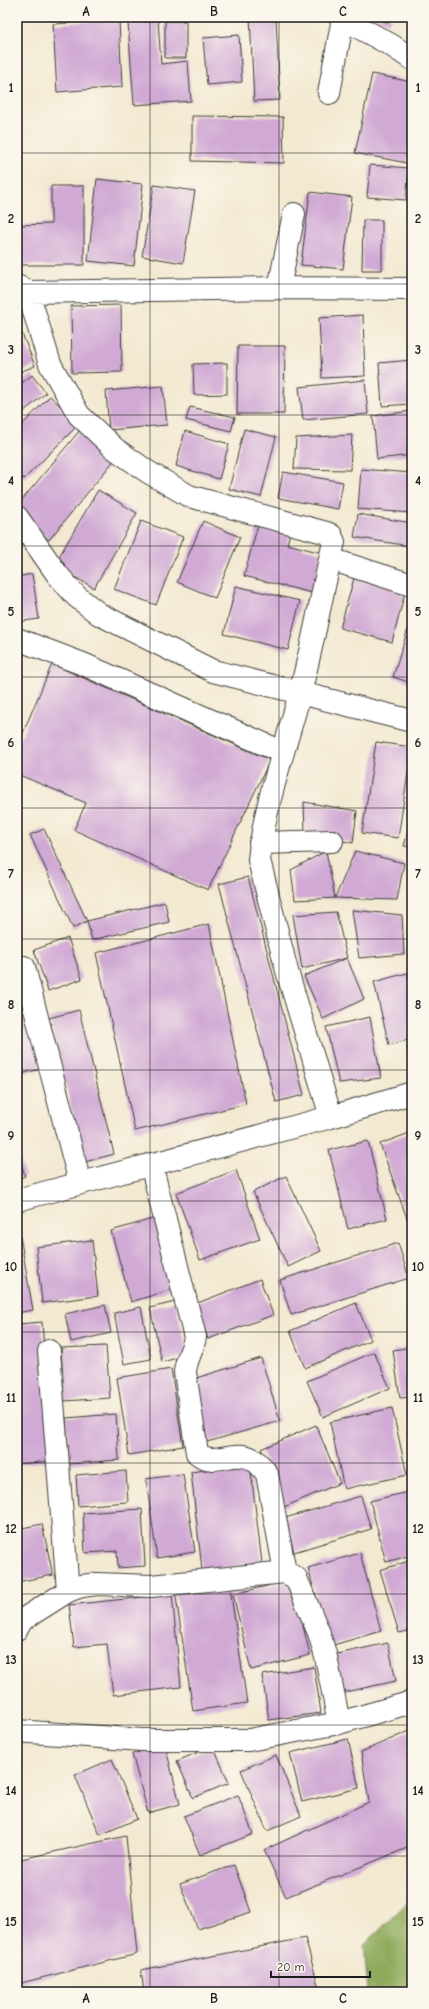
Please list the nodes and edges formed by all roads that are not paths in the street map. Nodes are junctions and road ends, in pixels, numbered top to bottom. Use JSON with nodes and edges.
{"nodes":[{"id":1,"x":342,"y":17,"type":"edge"},
{"id":2,"x":412,"y":59,"type":"edge"},
{"id":3,"x":329,"y":93,"type":"dead end"},
{"id":4,"x":294,"y":214,"type":"dead end"},
{"id":5,"x":279,"y":288,"type":"junction"},
{"id":6,"x":23,"y":289,"type":"edge"},
{"id":7,"x":412,"y":289,"type":"edge"},
{"id":8,"x":17,"y":517,"type":"edge"},
{"id":9,"x":330,"y":559,"type":"junction"},
{"id":10,"x":412,"y":585,"type":"edge"},
{"id":11,"x":17,"y":639,"type":"edge"},
{"id":12,"x":298,"y":697,"type":"junction"},
{"id":13,"x":412,"y":721,"type":"edge"},
{"id":14,"x":284,"y":747,"type":"junction"},
{"id":15,"x":332,"y":841,"type":"dead end"},
{"id":16,"x":260,"y":843,"type":"junction"},
{"id":17,"x":24,"y":967,"type":"dead end"},
{"id":18,"x":412,"y":1093,"type":"edge"},
{"id":19,"x":330,"y":1117,"type":"junction"},
{"id":20,"x":152,"y":1164,"type":"junction"},
{"id":21,"x":80,"y":1183,"type":"junction"},
{"id":22,"x":17,"y":1200,"type":"edge"},
{"id":23,"x":49,"y":1351,"type":"dead end"},
{"id":24,"x":285,"y":1572,"type":"junction"},
{"id":25,"x":68,"y":1591,"type":"junction"},
{"id":26,"x":17,"y":1629,"type":"edge"},
{"id":27,"x":412,"y":1702,"type":"edge"},
{"id":28,"x":339,"y":1723,"type":"junction"},
{"id":29,"x":17,"y":1731,"type":"edge"}],
"edges":[{"from":1,"to":2,"type":"street"},
{"from":1,"to":3,"type":"street"},
{"from":4,"to":5,"type":"street"},
{"from":5,"to":6,"type":"street"},
{"from":5,"to":7,"type":"street"},
{"from":6,"to":9,"type":"street"},
{"from":8,"to":12,"type":"street"},
{"from":9,"to":10,"type":"street"},
{"from":9,"to":12,"type":"street"},
{"from":11,"to":14,"type":"street"},
{"from":12,"to":13,"type":"street"},
{"from":12,"to":14,"type":"street"},
{"from":14,"to":16,"type":"street"},
{"from":15,"to":16,"type":"street"},
{"from":16,"to":19,"type":"street"},
{"from":17,"to":21,"type":"street"},
{"from":18,"to":19,"type":"street"},
{"from":19,"to":20,"type":"street"},
{"from":20,"to":21,"type":"street"},
{"from":20,"to":24,"type":"street"},
{"from":21,"to":22,"type":"street"},
{"from":23,"to":25,"type":"street"},
{"from":24,"to":25,"type":"street"},
{"from":24,"to":28,"type":"street"},
{"from":25,"to":26,"type":"street"},
{"from":27,"to":28,"type":"street"},
{"from":28,"to":29,"type":"street"}]}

◆ ◆ ◆

Task instructions:
Each entry above must be printed exactly, apart from its pictures.

Answer to this problem:
Please list the nodes and edges formed by all roads that are not paths in the street map. Nodes are junctions and road ends, in pixels, numbered top to bottom. Use JSON with nodes and edges.
{"nodes":[{"id":1,"x":342,"y":17,"type":"edge"},
{"id":2,"x":412,"y":59,"type":"edge"},
{"id":3,"x":329,"y":93,"type":"dead end"},
{"id":4,"x":294,"y":214,"type":"dead end"},
{"id":5,"x":279,"y":288,"type":"junction"},
{"id":6,"x":23,"y":289,"type":"edge"},
{"id":7,"x":412,"y":289,"type":"edge"},
{"id":8,"x":17,"y":517,"type":"edge"},
{"id":9,"x":330,"y":559,"type":"junction"},
{"id":10,"x":412,"y":585,"type":"edge"},
{"id":11,"x":17,"y":639,"type":"edge"},
{"id":12,"x":298,"y":697,"type":"junction"},
{"id":13,"x":412,"y":721,"type":"edge"},
{"id":14,"x":284,"y":747,"type":"junction"},
{"id":15,"x":332,"y":841,"type":"dead end"},
{"id":16,"x":260,"y":843,"type":"junction"},
{"id":17,"x":24,"y":967,"type":"dead end"},
{"id":18,"x":412,"y":1093,"type":"edge"},
{"id":19,"x":330,"y":1117,"type":"junction"},
{"id":20,"x":152,"y":1164,"type":"junction"},
{"id":21,"x":80,"y":1183,"type":"junction"},
{"id":22,"x":17,"y":1200,"type":"edge"},
{"id":23,"x":49,"y":1351,"type":"dead end"},
{"id":24,"x":285,"y":1572,"type":"junction"},
{"id":25,"x":68,"y":1591,"type":"junction"},
{"id":26,"x":17,"y":1629,"type":"edge"},
{"id":27,"x":412,"y":1702,"type":"edge"},
{"id":28,"x":339,"y":1723,"type":"junction"},
{"id":29,"x":17,"y":1731,"type":"edge"}],
"edges":[{"from":1,"to":2,"type":"street"},
{"from":1,"to":3,"type":"street"},
{"from":4,"to":5,"type":"street"},
{"from":5,"to":6,"type":"street"},
{"from":5,"to":7,"type":"street"},
{"from":6,"to":9,"type":"street"},
{"from":8,"to":12,"type":"street"},
{"from":9,"to":10,"type":"street"},
{"from":9,"to":12,"type":"street"},
{"from":11,"to":14,"type":"street"},
{"from":12,"to":13,"type":"street"},
{"from":12,"to":14,"type":"street"},
{"from":14,"to":16,"type":"street"},
{"from":15,"to":16,"type":"street"},
{"from":16,"to":19,"type":"street"},
{"from":17,"to":21,"type":"street"},
{"from":18,"to":19,"type":"street"},
{"from":19,"to":20,"type":"street"},
{"from":20,"to":21,"type":"street"},
{"from":20,"to":24,"type":"street"},
{"from":21,"to":22,"type":"street"},
{"from":23,"to":25,"type":"street"},
{"from":24,"to":25,"type":"street"},
{"from":24,"to":28,"type":"street"},
{"from":25,"to":26,"type":"street"},
{"from":27,"to":28,"type":"street"},
{"from":28,"to":29,"type":"street"}]}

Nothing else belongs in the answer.